Илья молчал, опустив голову и покручивая в руках стакан.
На верхней палубе женский голос громко позвал:
— Папа, иди-ка сюда.
Илья, вздрогнув, поднял голову.
Облокотившись на поручни, стояла Маша и смотрела на заход солнца. К ней подошел Николай Петрович, седой и сгорбленный. Маша была в стареньком летнем пальто и серой до колен юбке. Она сильно изменилась, похудела.
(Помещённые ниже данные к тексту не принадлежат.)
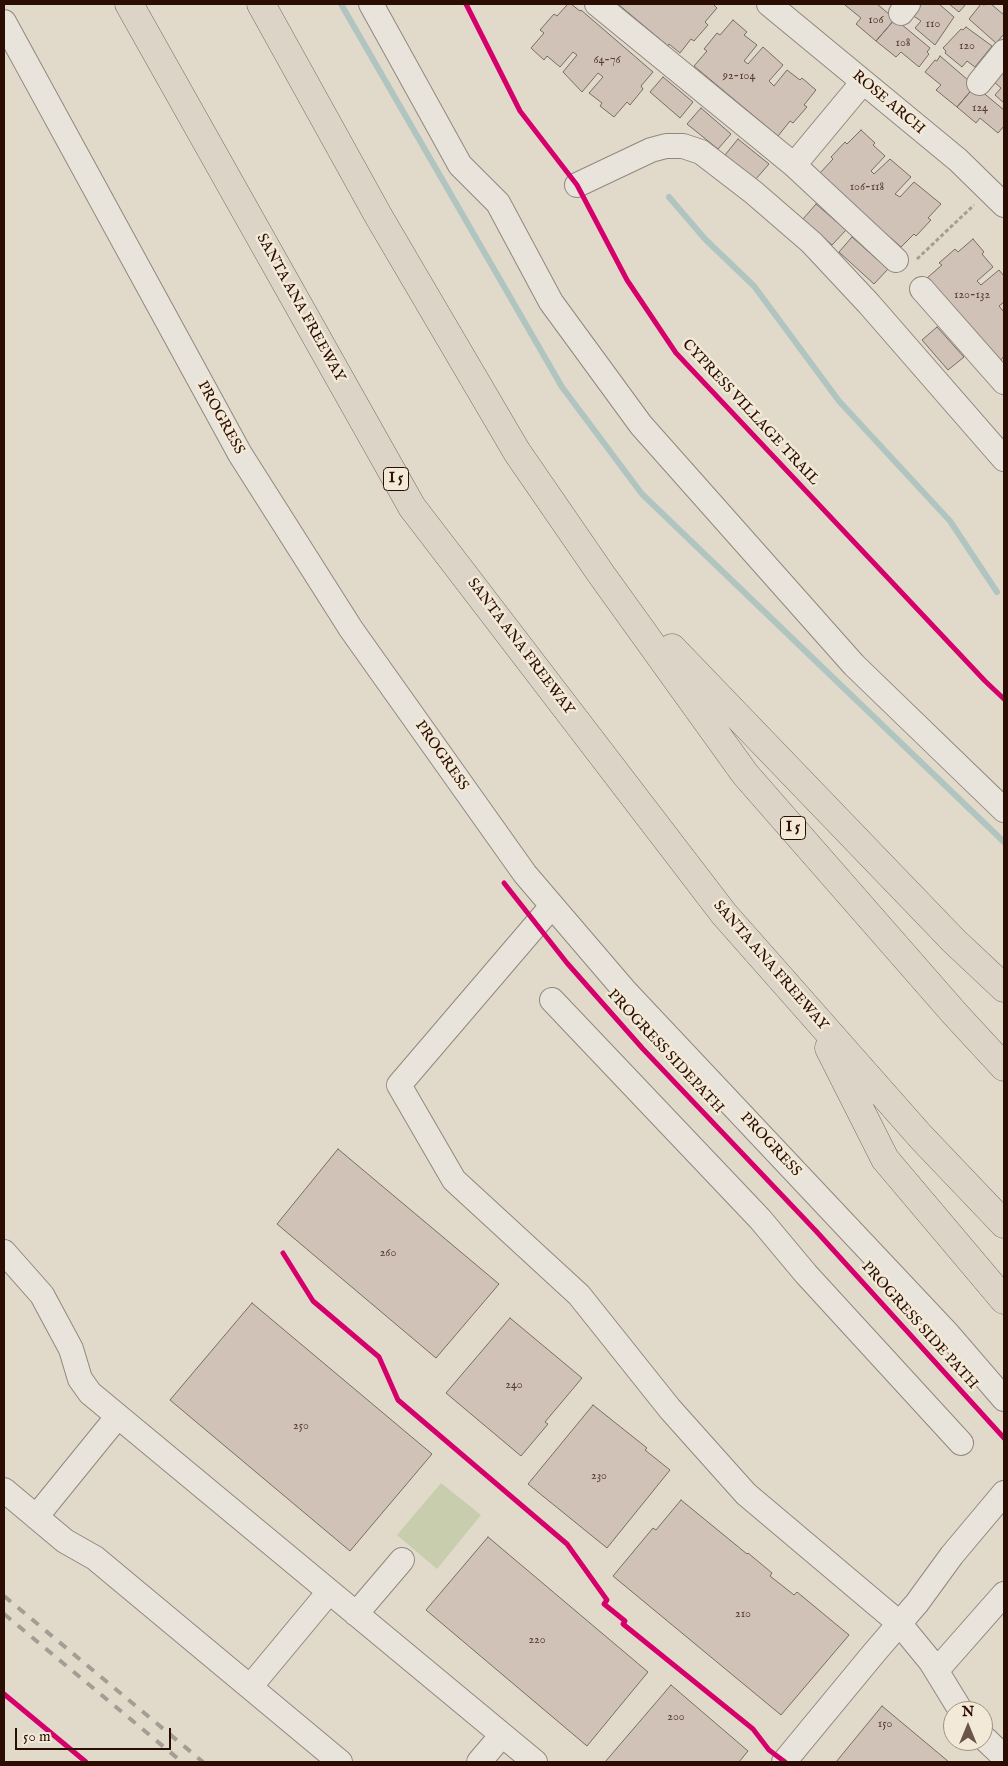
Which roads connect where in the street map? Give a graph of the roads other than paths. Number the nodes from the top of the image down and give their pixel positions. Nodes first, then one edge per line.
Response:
1 (129, 4) edge
2 (261, 4) edge
3 (371, 4) edge
4 (597, 4) edge
5 (769, 4) edge
6 (4, 22) edge
7 (1004, 52) edge
8 (863, 82) junction
9 (979, 82) dead end
10 (794, 166) junction
11 (577, 185) dead end
12 (1000, 199) edge
13 (903, 262) road end
14 (922, 289) dead end
15 (1004, 382) edge
16 (1004, 459) edge
17 (601, 574) junction
18 (1004, 810) edge
19 (552, 906) junction
20 (1004, 988) edge
21 (552, 1000) dead end
22 (813, 1015) junction
23 (1004, 1067) edge
24 (1004, 1224) edge
25 (4, 1252) edge
26 (1004, 1300) edge
27 (1004, 1399) edge
28 (118, 1416) junction
29 (961, 1443) dead end
30 (4, 1490) edge
31 (1004, 1493) edge
32 (36, 1517) junction
33 (402, 1560) dead end
34 (329, 1592) junction
35 (1004, 1594) edge
36 (356, 1614) junction
37 (899, 1623) junction
38 (936, 1670) junction
39 (250, 1687) junction
40 (955, 1701) edge
41 (502, 1735) junction
42 (993, 1747) edge
43 (1004, 1757) edge
44 (340, 1762) edge
45 (479, 1762) edge
46 (535, 1762) edge
47 (784, 1762) edge

1 - 22 highway, SANTA ANA FREEWAY / I 5
2 - 17 highway, I 5
3 - 18 street
4 - 10 street
5 - 8 street, ROSE ARCH
6 - 19 street, PROGRESS
7 - 9 street
8 - 10 street
8 - 12 street, ROSE ARCH
10 - 13 street
11 - 16 street
14 - 15 street
17 - 20 highway
17 - 23 highway, I 5
19 - 27 street, PROGRESS
19 - 37 street
21 - 29 street
22 - 24 highway, SANTA ANA FREEWAY / I 5
22 - 26 highway
25 - 28 street
28 - 32 street
28 - 34 street
30 - 32 street
31 - 37 street
32 - 39 street
33 - 36 street
34 - 36 street
34 - 39 street
35 - 38 street
36 - 41 street
37 - 38 street
37 - 47 street
38 - 40 street
39 - 44 street
41 - 45 street
41 - 46 street
42 - 43 street

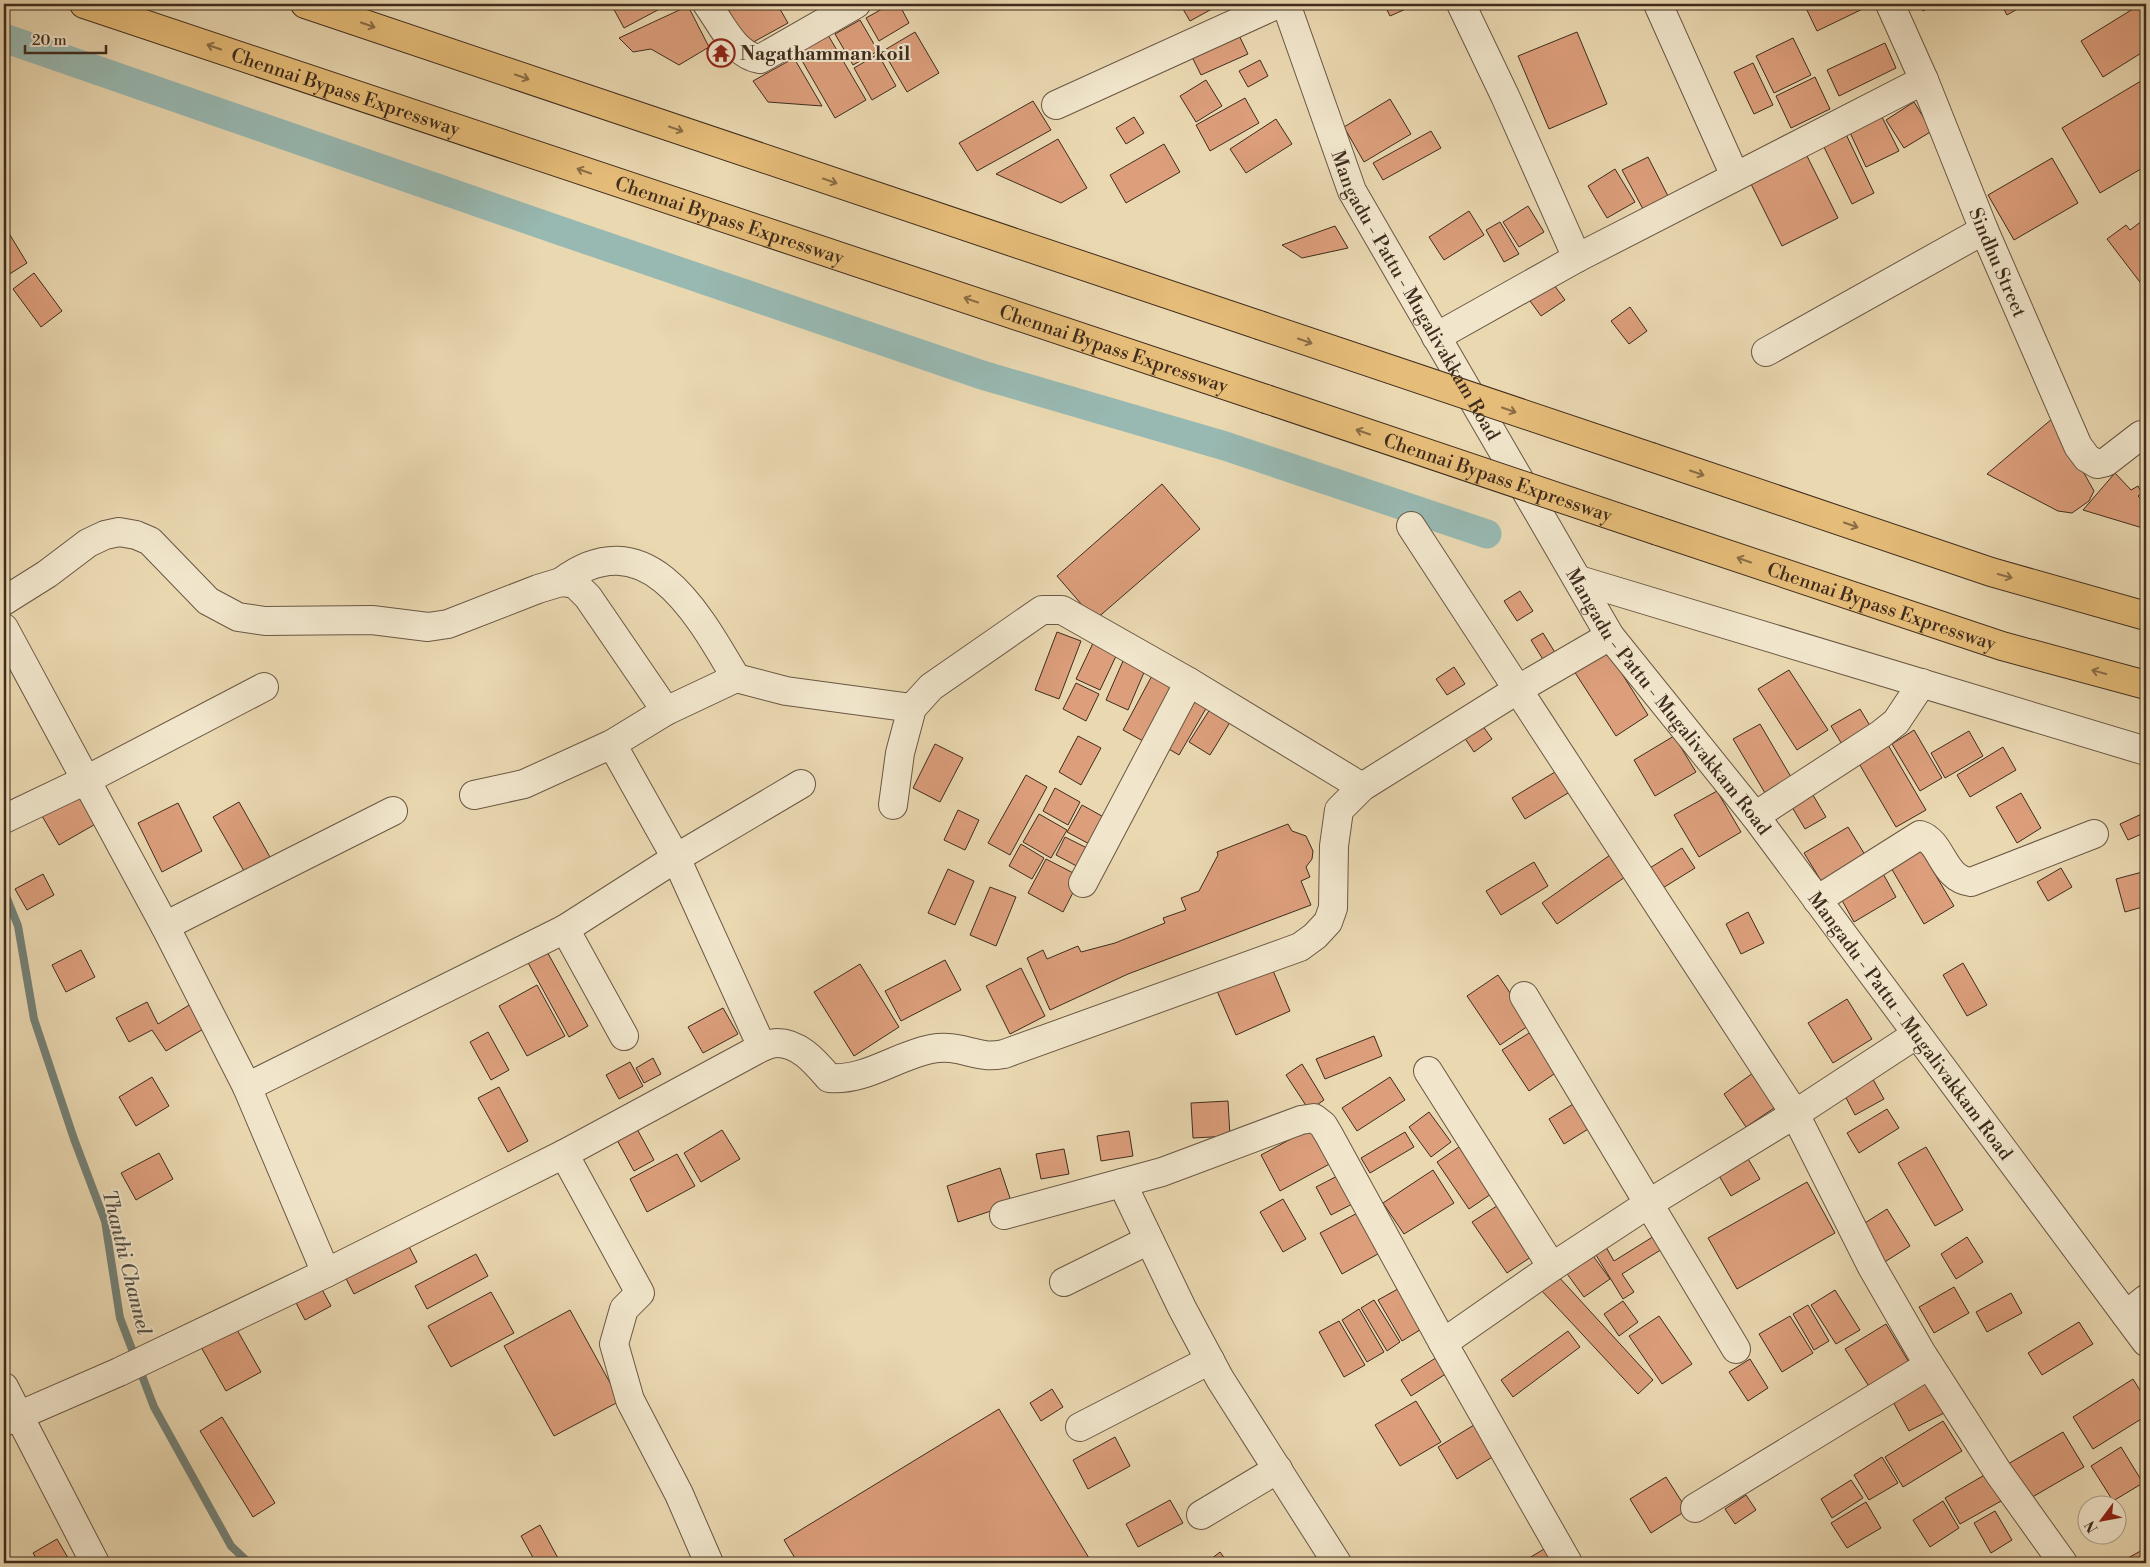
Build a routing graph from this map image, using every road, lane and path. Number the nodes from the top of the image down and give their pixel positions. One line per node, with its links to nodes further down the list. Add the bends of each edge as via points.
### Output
1 (84, 4): 28 (highway, Chennai Bypass Expressway, one-way to 1, bridge, via 2002,646)
2 (305, 4): 22 (highway, one-way to 22, bridge, via 1991,572)
3 (707, 4): 4 (street, via 738,48 750,58 760,60)
4 (856, 4)
5 (1278, 4): 11 (street)
6 (1286, 4): 15 (street, Mangadu - Pattu - Mugalivakkam Road, via 1352,191)
7 (1461, 4): 14 (street)
8 (1658, 4): 12 (street)
9 (1890, 4): 10 (street, Sindhu Street)
10 (1924, 80): 12 (street); 13 (street, Sindhu Street)
11 (1056, 105)
12 (1735, 176): 14 (street)
13 (1984, 230): 16 (street); 17 (street, Sindhu Street, via 2078,446 2087,458 2097,464 2106,462)
14 (1577, 258): 15 (street)
15 (1436, 338): 19 (street, Mangadu - Pattu - Mugalivakkam Road)
16 (1766, 352)
17 (2141, 435)
18 (1411, 526): 30 (street)
19 (1579, 580): 24 (street, Mangadu - Pattu - Mugalivakkam Road); 27 (street)
20 (561, 582): 21 (street, via 448,624 428,627 372,620 264,621 238,616 208,601 150,541 119,532 88,543); 25 (street, via 576,570 596,562 615,560 637,564 650,571 680,595 704,624); 32 (street, via 575,584 588,597)
21 (4, 601)
22 (2146, 616)
23 (4, 628): 35 (street)
24 (1610, 636): 30 (street); 41 (street, Mangadu - Pattu - Mugalivakkam Road)
25 (736, 678): 31 (street, via 786,692); 32 (street)
26 (1189, 682): 31 (street, via 1062,610 1052,609 1042,610 930,687); 37 (street); 45 (street)
27 (1922, 683): 34 (street); 41 (street, via 1896,722)
28 (2146, 685)
29 (264, 687): 35 (street)
30 (1516, 690): 37 (street); 55 (street)
31 (912, 708): 39 (street, via 900,753)
32 (666, 711): 33 (street)
33 (612, 744): 38 (street, via 524,784); 44 (street)
34 (2146, 751)
35 (86, 780): 42 (street); 47 (street)
36 (801, 784): 44 (street)
37 (1362, 787): 52 (street, via 1339,810 1334,846 1333,908 1328,922 1300,947 1004,1054 986,1055 947,1047 930,1049 857,1077 840,1079 829,1078 799,1049 778,1043)
38 (474, 795)
39 (893, 806)
40 (393, 811): 47 (street)
41 (1755, 816): 46 (street, Mangadu - Pattu - Mugalivakkam Road)
42 (4, 819)
43 (2094, 834): 46 (street, via 1971,882 1957,879 1928,839 1920,835)
44 (676, 858): 48 (street); 52 (street)
45 (1083, 883)
46 (1817, 900): 50 (street, Mangadu - Pattu - Mugalivakkam Road)
47 (165, 926): 54 (street)
48 (565, 929): 51 (street); 54 (street)
49 (1524, 996): 58 (street)
50 (1917, 1034): 55 (street); 64 (street, Mangadu - Pattu - Mugalivakkam Road)
51 (624, 1036)
52 (762, 1046): 56 (street)
53 (1428, 1071): 61 (street)
54 (247, 1088): 62 (street)
55 (1795, 1114): 58 (street); 69 (street, via 1872,1267)
56 (564, 1154): 62 (street); 77 (street, via 640,1293 624,1309 614,1344 630,1400 679,1494)
57 (1122, 1183): 59 (street); 60 (street); 66 (street, via 1314,1118 1323,1125)
58 (1648, 1204): 61 (street); 67 (street)
59 (1004, 1215)
60 (1149, 1240): 63 (street); 68 (street)
61 (1552, 1267): 66 (street)
62 (326, 1273): 71 (street, via 151,1357)
63 (1064, 1282)
64 (2136, 1307): 65 (street, Mangadu - Pattu - Mugalivakkam Road)
65 (2146, 1342)
66 (1443, 1343): 79 (street)
67 (1736, 1349)
68 (1210, 1360): 72 (street); 73 (street)
69 (1930, 1365): 74 (street); 80 (street, via 1998,1472)
70 (4, 1388): 71 (street)
71 (10, 1418): 76 (street)
72 (1080, 1427)
73 (1278, 1470): 75 (street); 78 (street)
74 (1695, 1508)
75 (1201, 1516)
76 (96, 1563)
77 (709, 1563)
78 (1337, 1563)
79 (1568, 1563)
80 (2063, 1563)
На бледном лице отчетливо выступали веснушки, но по-прежнему взгляд ее был светел и чист.
Он, не отрываясь, вглядывался в знакомые черты. Острая боль в сердце заставила его на секунду закрыть глаза. Вот она, его жизнь, его Маша! Зачем судьба так жестоко его бьет! Зачем эта страшная встреча?
— Краски-то, краски-то какие, папа. Ты только посмотри. Знаешь, я вспоминаю такое небо на одном из этюдов Ильи. Помнишь, над его диваном висел…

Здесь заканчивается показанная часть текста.